Abstract:
A lost foam metal casting process employs a chill member to reduce porosity within a region of a product casting. The chill is adhesively bonded to a fugitive pattern prior to jointly embedding within a particulate sand mold by fluidization, thereby conveniently and reliably arranging the chill and the pattern within the mold for casting.

Description:
BACKGROUND OF THE INVENTION 
     This invention relates to controlling porosity in metal cast within a particulate mold by a lost foam process. More particularly, this invention relates to a lost foam casting process that employs a chill member to reduce or eliminate porosity in a region of a product casting. 
     In a lost foam metal casting process, a refractory coated vaporizable polymeric pattern is embedded in a mold formed of unbonded refractory particles, i.e., sand, and is decomposed and replaced by molten metal. The pattern is preferably embedded while fluidizing the refractory particles. As the molten metal decomposes the pattern, a substantial volume of vapors vent into the sand mold, thereby allowing the melt to flow in and completely duplicate the pattern. Thereafter, the metal cools and solidifies to form a product casting, whereupon pores tend to form in the metal as a result of precipitation of gases, such as hydrogen, and metal contraction. This porosity undesirably reduces mechanical properties. 

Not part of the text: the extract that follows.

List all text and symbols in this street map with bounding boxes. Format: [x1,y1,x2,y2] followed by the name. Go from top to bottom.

     Chill members have been employed to locally reduce porosity in metal cast by a process of the type wherein a rigid mold defines a casting cavity, for example, green sand casting. The chill forms a portion of the cavity surface, securely held by the surrounding rigid mold, and accelerates cooling of adjacent metal to quickly solidify a region of the casting before outgassing or shrinkage can form pores. However, chill members have not heretofore been successfully employed for lost foam casting within a nonrigid, cavityless mold. This is attributed in part to the difficulty in effectively arranging a chill and the pattern while forming the mold by fluidization. It has been found that the chill must be positioned in the mold immediately adjacent the pattern. Space between the chill and the pattern fills with melt during casting to prevent pattern surface duplication. Sand or a refractory coating between the members thermally insulates the chill to reduce its cooling effect. It is particularly difficult to exclude fluidized sand from infiltrating between separate members. Furthermore, it has been found that mere separate positioning of a pattern and a chill in the mold, even with great care, does not necessarily achieve the desired local reduction in porosity, perhaps because the position of the chill is not maintained during casting. 

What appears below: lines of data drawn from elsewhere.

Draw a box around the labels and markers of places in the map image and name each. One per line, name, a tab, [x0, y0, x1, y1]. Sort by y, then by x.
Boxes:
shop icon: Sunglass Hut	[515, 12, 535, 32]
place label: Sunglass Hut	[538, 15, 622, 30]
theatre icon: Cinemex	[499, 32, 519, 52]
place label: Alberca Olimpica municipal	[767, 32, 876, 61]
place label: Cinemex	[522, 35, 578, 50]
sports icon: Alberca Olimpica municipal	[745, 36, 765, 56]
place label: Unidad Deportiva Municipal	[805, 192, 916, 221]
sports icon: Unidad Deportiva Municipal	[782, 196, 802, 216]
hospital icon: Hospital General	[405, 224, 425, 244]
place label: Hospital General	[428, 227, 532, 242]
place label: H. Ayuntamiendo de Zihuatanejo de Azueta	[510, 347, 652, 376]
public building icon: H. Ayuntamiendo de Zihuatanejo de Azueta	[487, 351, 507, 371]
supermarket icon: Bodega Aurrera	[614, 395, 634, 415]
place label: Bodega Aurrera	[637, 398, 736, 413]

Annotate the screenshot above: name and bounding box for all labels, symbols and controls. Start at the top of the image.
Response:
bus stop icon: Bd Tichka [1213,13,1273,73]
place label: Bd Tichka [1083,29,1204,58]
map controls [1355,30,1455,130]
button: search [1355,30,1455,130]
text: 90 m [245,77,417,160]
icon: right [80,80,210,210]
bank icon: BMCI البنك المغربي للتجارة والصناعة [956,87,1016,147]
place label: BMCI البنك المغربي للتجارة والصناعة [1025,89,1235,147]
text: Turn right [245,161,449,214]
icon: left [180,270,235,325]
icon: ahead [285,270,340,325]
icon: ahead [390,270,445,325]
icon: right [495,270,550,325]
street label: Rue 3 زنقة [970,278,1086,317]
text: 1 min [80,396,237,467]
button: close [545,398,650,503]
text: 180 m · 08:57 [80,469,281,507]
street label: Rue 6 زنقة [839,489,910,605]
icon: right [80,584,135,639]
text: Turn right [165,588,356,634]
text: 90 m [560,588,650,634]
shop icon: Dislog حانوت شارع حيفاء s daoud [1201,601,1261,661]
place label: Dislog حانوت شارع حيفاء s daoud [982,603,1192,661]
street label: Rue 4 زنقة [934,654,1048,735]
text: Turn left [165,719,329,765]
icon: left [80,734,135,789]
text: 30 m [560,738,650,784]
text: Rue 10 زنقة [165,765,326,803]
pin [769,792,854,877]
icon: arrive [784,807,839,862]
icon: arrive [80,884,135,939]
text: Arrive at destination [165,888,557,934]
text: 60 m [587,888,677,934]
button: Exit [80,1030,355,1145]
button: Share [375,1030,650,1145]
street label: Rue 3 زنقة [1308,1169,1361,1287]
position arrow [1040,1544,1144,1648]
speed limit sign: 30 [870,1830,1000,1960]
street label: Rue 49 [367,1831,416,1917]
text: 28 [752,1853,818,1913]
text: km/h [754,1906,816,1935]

     Therefore, it is an object of this invention to provide a lost foam metal casting process that employs a chill member to reduce porosity in a region of a product casting, which process comprises assembling a vaporizable pattern and a chill in a fixed arrangement prior to inserting into a fluidized particulate bed to form a mold. This permits the chill and the pattern to be arranged without the inconvenience of the mold forming operations. Thus, the chill may be reliably and effectively positioned adjacent a predetermined pattern surface without sand or space therebetween. Furthermore, the fixed arrangement is maintained not only as the mold is formed, but also during casting until melt has substantially replaced the adjacent pattern, so that thereafter the chill is located effectively to accelerate cooling and solidification and thereby reduce porosity. Premold pattern-chill assembly as provided by this invention is particularly useful for rapidly and conveniently preparing a plurality of molds in a mass production operation. 

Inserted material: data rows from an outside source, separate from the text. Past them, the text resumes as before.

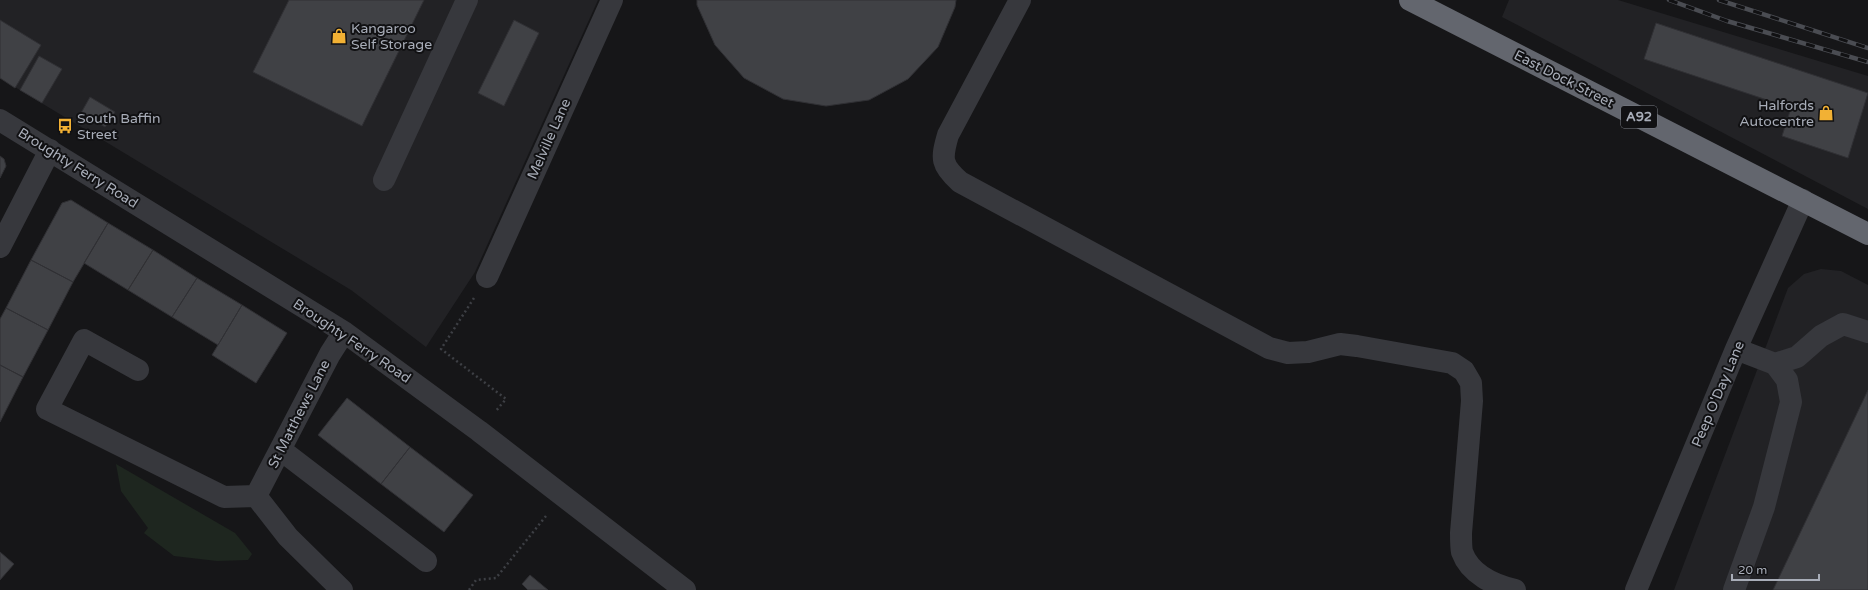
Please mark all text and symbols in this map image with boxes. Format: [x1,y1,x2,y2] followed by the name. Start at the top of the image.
[351,20,432,53] place label: Kangaroo Self Storage
[330,27,348,45] shop icon: Kangaroo Self Storage
[1511,46,1617,112] street label: East Dock Street
[524,96,574,182] street label: Melville Lane
[1739,97,1814,130] place label: Halfords Autocentre
[1817,104,1835,122] shop icon: Halfords Autocentre
[1621,106,1657,128] road number: A92
[77,110,161,143] place label: South Baffin Street
[56,117,74,135] bus stop icon: South Baffin Street
[15,124,141,212] street label: Broughty Ferry Road
[290,295,414,387] street label: Broughty Ferry Road
[1688,338,1748,450] street label: Peep O'Day Lane
[264,357,334,471] street label: St Matthews Lane
[1732,556,1819,582] scale bar
[1738,563,1767,577] text: 20 m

     SUMMARY OF THE INVENTION 
     In accordance with a preferred embodiment of this invention, a chill member is adhesively bonded to a vaporizable pattern and the bonded assembly is embedded within a particulate mold for lost foam metal casting. More particularly, the chill is affixed to a surface adjacent a region of the pattern wherein it is desired to case pore-free metal. The chill surface is sized and shaped to fit intimately against the pattern surface. The surfaces are bonded by an adhesive agent that is vaporizable at metal casting temperatures. Although the adhesive may be suitably spread over the entire joint, it is generally sufficient to apply a bead about the perimeter. 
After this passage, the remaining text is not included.